Stored data entries
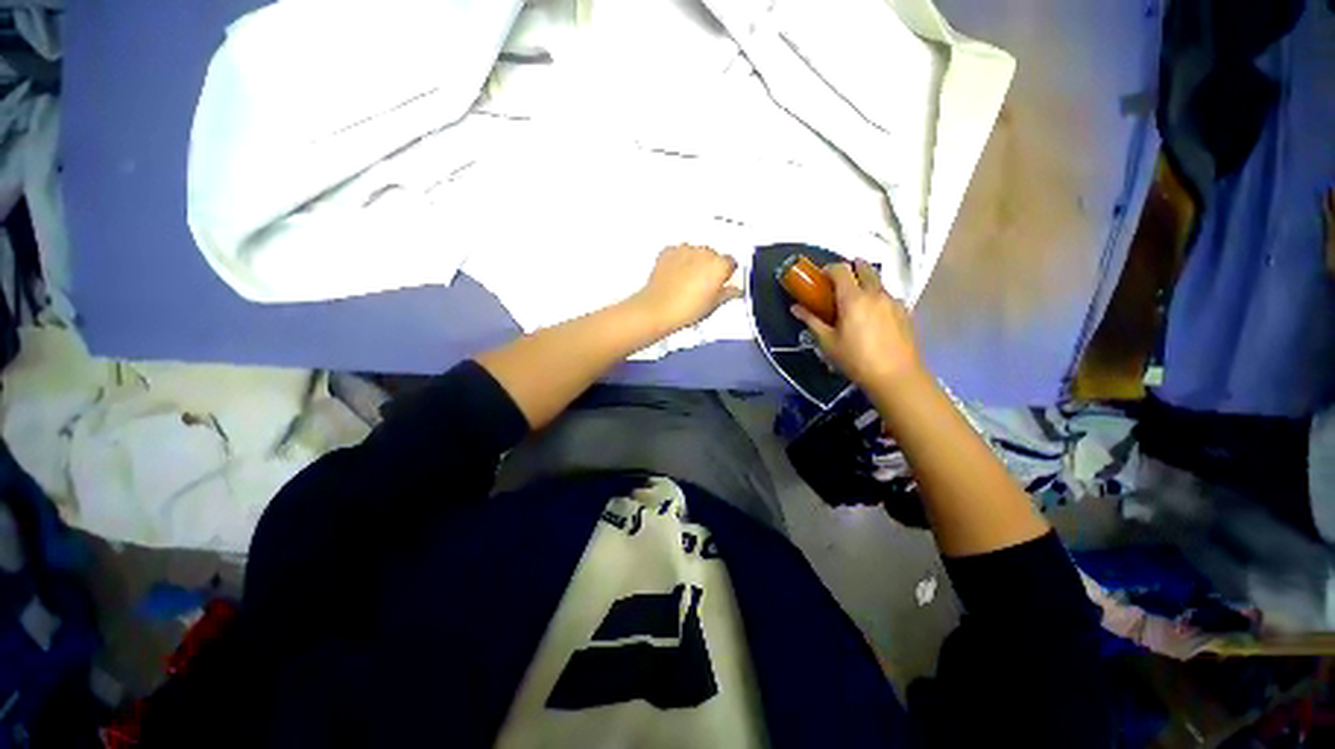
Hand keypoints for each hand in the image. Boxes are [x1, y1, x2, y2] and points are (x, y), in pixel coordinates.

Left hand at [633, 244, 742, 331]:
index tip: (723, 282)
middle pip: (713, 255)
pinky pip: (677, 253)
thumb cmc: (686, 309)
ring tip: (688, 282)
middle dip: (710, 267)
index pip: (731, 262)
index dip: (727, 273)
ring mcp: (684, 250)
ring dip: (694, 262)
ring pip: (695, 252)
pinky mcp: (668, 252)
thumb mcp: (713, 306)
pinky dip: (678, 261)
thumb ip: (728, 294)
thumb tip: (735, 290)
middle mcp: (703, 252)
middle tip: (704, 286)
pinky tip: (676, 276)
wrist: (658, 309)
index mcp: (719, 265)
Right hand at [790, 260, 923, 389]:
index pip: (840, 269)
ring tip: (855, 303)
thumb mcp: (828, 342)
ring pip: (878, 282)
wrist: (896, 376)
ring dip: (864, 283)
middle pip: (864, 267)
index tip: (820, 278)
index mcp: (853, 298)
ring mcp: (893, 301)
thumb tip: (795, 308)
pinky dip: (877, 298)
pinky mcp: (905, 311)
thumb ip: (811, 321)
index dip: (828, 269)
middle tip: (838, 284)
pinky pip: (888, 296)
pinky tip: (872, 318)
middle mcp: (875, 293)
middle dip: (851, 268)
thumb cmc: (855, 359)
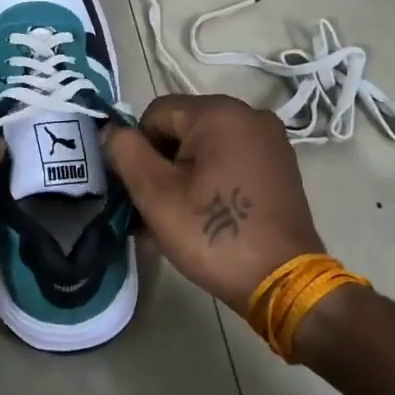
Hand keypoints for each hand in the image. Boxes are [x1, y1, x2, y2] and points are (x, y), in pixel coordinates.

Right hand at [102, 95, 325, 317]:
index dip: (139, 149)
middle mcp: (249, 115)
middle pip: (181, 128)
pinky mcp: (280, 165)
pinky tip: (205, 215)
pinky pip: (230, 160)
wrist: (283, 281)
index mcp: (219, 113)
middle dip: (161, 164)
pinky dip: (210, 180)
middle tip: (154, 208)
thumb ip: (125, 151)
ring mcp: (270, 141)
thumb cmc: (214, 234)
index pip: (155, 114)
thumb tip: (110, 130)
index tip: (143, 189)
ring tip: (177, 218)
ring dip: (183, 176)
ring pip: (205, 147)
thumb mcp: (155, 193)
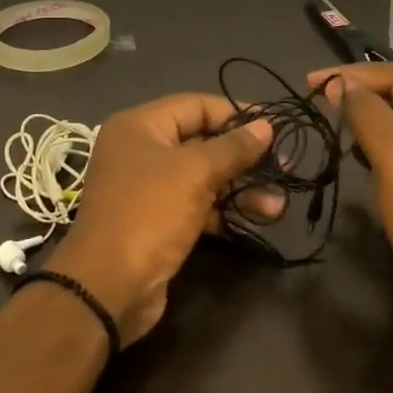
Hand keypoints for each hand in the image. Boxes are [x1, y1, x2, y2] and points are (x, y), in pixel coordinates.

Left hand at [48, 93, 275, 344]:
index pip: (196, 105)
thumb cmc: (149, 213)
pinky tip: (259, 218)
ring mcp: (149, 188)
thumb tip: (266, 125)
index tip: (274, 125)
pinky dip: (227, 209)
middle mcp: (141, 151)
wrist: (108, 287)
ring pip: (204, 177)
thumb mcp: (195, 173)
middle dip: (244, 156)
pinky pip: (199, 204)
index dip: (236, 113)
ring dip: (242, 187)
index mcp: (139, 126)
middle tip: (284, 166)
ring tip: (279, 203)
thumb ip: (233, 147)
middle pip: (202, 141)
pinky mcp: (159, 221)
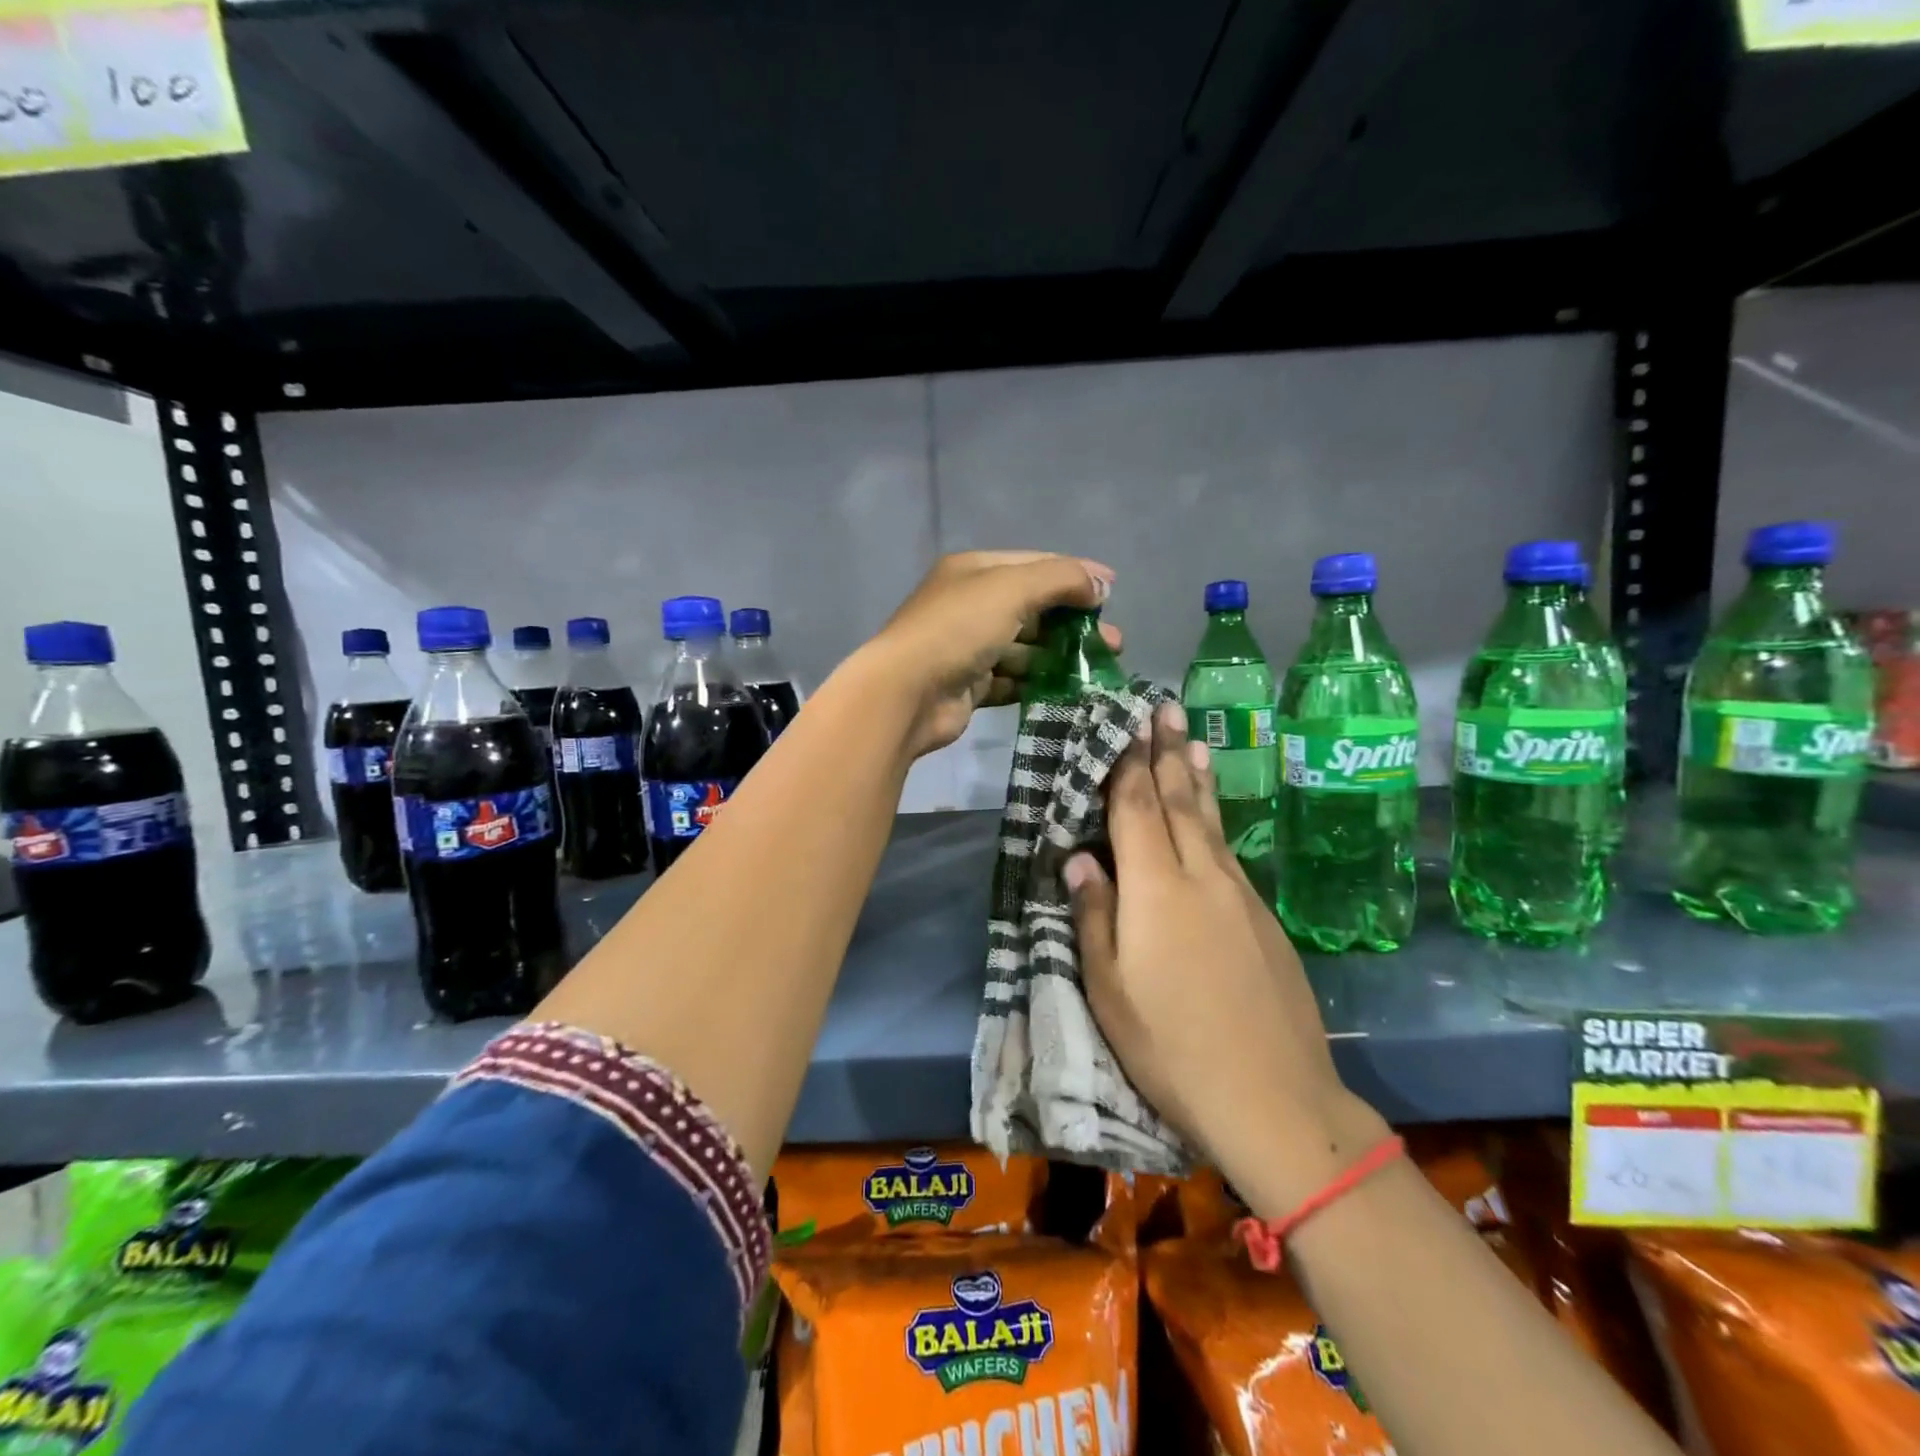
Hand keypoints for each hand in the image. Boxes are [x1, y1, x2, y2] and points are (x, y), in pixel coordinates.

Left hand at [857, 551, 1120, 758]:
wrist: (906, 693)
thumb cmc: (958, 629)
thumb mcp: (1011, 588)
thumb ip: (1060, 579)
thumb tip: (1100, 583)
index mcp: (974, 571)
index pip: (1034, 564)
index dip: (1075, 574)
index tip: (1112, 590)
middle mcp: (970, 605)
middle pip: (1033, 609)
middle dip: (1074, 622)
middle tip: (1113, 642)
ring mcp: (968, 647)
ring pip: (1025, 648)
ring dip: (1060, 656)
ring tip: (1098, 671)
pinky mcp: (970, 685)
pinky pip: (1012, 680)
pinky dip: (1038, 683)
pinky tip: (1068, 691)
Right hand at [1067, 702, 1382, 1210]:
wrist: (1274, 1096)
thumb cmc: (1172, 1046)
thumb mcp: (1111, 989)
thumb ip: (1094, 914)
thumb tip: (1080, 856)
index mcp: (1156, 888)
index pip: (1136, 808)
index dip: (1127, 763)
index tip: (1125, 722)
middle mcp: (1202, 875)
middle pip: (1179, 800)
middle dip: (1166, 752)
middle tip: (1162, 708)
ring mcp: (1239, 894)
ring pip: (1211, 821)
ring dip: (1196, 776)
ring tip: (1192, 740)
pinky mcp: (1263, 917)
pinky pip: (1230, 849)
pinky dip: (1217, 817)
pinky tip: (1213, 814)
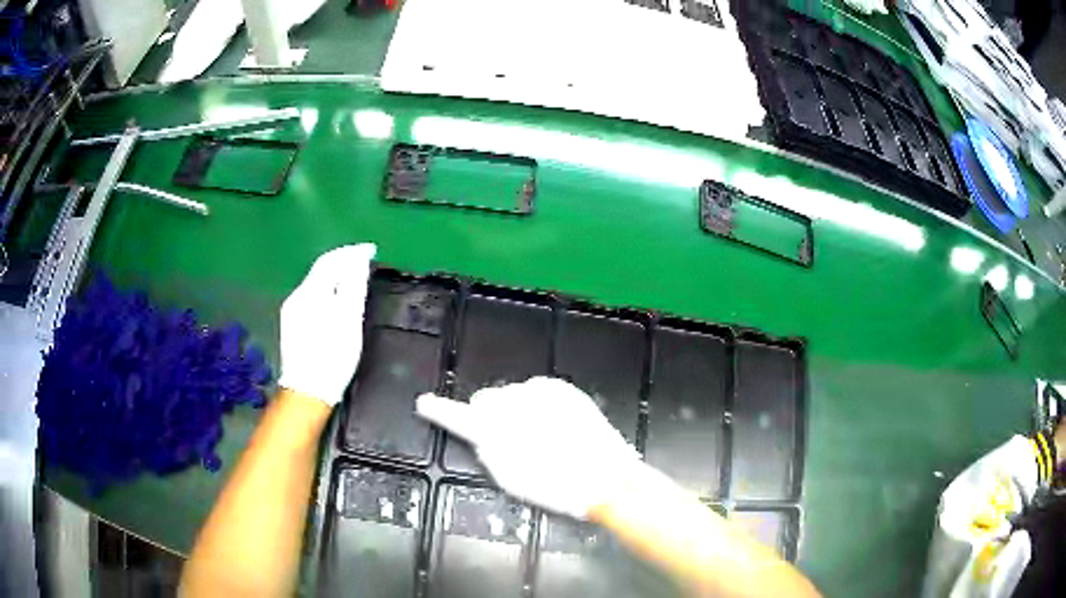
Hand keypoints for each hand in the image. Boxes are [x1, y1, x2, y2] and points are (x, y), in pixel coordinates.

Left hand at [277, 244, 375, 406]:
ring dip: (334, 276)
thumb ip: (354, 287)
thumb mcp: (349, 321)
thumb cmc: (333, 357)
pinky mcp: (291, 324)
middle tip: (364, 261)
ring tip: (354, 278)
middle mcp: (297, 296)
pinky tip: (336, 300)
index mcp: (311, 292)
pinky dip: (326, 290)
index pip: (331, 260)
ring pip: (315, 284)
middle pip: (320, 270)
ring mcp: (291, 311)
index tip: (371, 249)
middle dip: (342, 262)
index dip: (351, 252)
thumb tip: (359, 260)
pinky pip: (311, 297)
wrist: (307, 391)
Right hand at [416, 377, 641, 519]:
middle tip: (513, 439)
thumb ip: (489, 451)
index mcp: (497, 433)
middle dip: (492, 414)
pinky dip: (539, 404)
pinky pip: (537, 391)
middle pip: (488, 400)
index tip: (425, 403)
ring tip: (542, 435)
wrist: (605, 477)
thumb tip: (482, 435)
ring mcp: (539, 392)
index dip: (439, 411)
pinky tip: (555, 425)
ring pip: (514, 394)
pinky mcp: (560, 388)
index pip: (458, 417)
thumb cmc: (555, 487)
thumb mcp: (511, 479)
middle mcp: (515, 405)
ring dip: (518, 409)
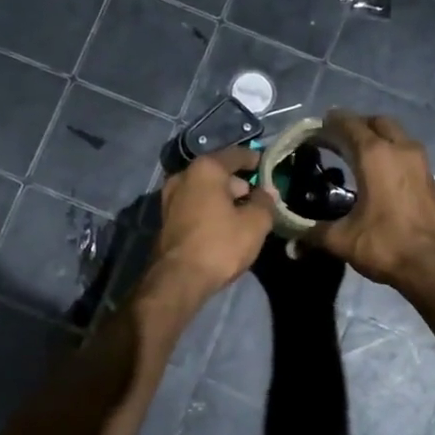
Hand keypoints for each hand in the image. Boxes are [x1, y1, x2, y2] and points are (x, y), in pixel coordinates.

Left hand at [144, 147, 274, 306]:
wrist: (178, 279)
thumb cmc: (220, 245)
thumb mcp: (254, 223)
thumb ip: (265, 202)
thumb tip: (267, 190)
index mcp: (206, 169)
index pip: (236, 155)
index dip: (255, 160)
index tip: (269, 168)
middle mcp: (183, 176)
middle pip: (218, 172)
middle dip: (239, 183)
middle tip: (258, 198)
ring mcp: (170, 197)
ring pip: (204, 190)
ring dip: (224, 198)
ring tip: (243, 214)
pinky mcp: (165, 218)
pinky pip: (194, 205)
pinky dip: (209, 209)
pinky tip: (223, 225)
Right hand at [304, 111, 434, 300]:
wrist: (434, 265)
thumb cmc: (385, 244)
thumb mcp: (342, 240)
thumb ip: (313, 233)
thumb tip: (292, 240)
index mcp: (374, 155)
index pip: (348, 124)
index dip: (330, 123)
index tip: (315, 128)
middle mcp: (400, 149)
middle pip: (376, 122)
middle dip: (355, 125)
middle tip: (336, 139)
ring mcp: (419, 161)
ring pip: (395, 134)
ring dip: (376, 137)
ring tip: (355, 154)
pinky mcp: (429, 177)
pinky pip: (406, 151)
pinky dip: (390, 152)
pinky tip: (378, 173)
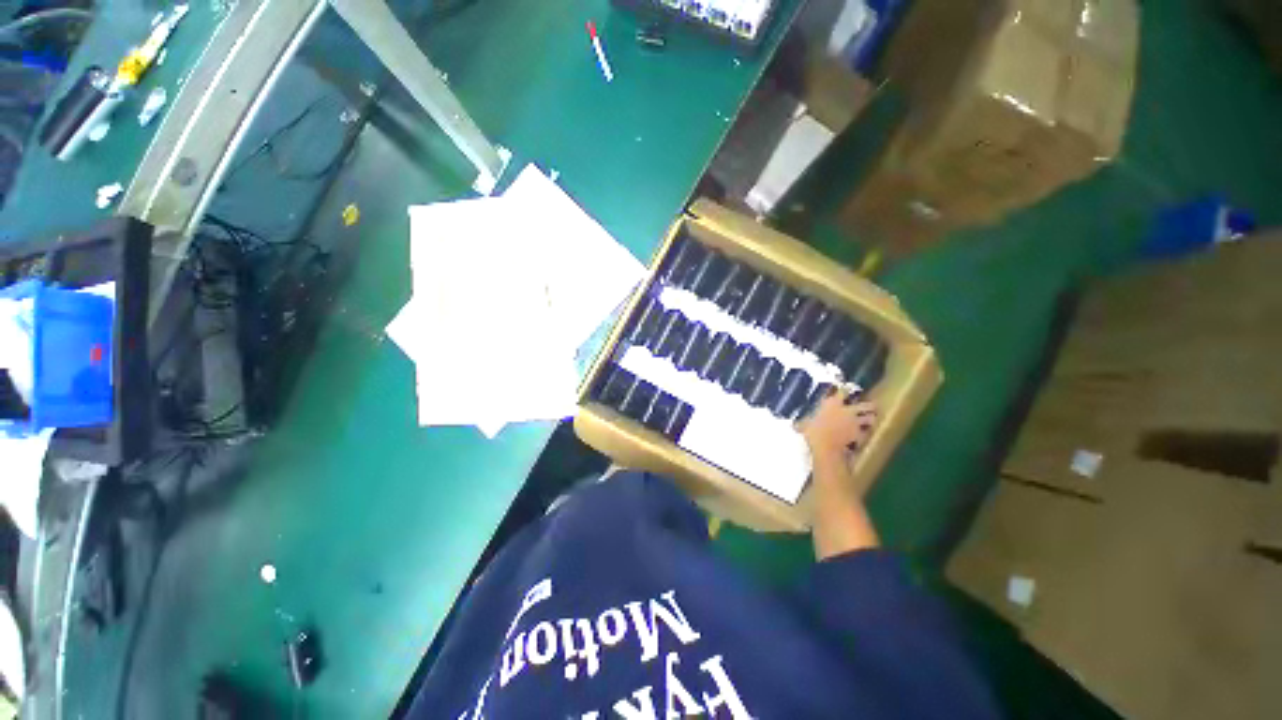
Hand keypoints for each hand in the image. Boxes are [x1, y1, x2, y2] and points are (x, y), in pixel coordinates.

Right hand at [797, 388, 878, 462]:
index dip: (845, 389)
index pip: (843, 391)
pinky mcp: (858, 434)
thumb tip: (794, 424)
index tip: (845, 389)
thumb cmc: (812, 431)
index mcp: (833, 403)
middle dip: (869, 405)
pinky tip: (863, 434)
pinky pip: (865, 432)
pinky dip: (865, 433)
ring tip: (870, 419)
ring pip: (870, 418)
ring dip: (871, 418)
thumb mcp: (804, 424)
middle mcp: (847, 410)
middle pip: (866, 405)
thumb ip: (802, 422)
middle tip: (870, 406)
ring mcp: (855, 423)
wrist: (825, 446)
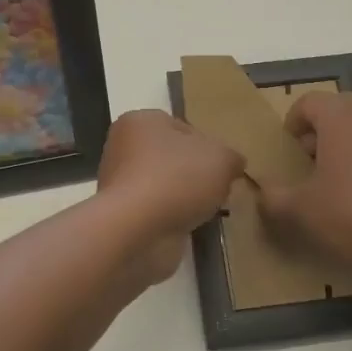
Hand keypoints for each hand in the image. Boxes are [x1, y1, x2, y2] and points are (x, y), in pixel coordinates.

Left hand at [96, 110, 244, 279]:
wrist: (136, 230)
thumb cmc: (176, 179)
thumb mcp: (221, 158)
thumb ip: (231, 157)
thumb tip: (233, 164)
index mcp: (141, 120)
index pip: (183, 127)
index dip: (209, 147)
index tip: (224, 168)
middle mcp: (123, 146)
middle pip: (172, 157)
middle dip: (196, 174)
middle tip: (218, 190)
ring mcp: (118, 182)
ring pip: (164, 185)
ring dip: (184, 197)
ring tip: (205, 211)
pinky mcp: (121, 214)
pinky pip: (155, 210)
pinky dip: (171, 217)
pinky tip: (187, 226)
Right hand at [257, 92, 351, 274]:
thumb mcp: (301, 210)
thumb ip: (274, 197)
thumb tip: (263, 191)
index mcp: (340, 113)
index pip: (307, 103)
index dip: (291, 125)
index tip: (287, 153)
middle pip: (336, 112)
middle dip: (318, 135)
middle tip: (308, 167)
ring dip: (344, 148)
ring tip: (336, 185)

→ **Your objective**
Without the pictures, repeat the entries above line by line, from the first through the one that contains "ring mcp: (270, 141)", both ends included.

→ **Completed task**
Hand keypoints for each hand in the image. Boxes are [x1, y1, x2, y2] and points are (x, y), in pixel coordinates.

Left hand at [633, 244, 742, 331]:
index tip: (723, 282)
middle pip: (713, 255)
pinky pip: (677, 253)
thumb cmc: (686, 309)
ring tip: (688, 282)
middle dip: (710, 267)
index pip: (731, 262)
index dip: (727, 273)
ring mcp: (684, 250)
ring dip: (694, 262)
ring pip: (695, 252)
pinky mcp: (668, 252)
thumb mcp: (713, 306)
pinky dip: (678, 261)
thumb ip: (728, 294)
thumb tip: (735, 290)
middle mcp: (703, 252)
middle tip: (704, 286)
pinky tip: (676, 276)
wrist: (658, 309)
index mcp: (719, 265)
Right hand at [790, 260, 923, 389]:
index pip: (840, 269)
ring tip: (855, 303)
thumb mcp: (828, 342)
ring pip: (878, 282)
wrist: (896, 376)
ring dip: (864, 283)
middle pip: (864, 267)
index tip: (820, 278)
index mcp: (853, 298)
ring mcp: (893, 301)
thumb tip: (795, 308)
pinky dip: (877, 298)
pinky mcp: (905, 311)
thumb ip: (811, 321)
index dip: (828, 269)
middle tip: (838, 284)
pinky pip: (888, 296)
pinky tip: (872, 318)
middle mcp: (875, 293)
middle dip: (851, 268)
thumb cmc: (855, 359)
Hand keypoints for each hand in the image. Boxes are [x1, y1, x2, y2] and points are (x, y), in pixel coordinates.

Right hand at [102, 95, 325, 317]:
index dip: (139, 149)
middle mcp: (249, 115)
middle pip: (181, 128)
pinky mcp: (280, 165)
pinky tip: (205, 215)
pinky pip: (230, 160)
wrist: (283, 281)
index mcp: (219, 113)
middle dip: (161, 164)
pinky dip: (210, 180)
middle tip: (154, 208)
thumb ip: (125, 151)
ring mcp: (270, 141)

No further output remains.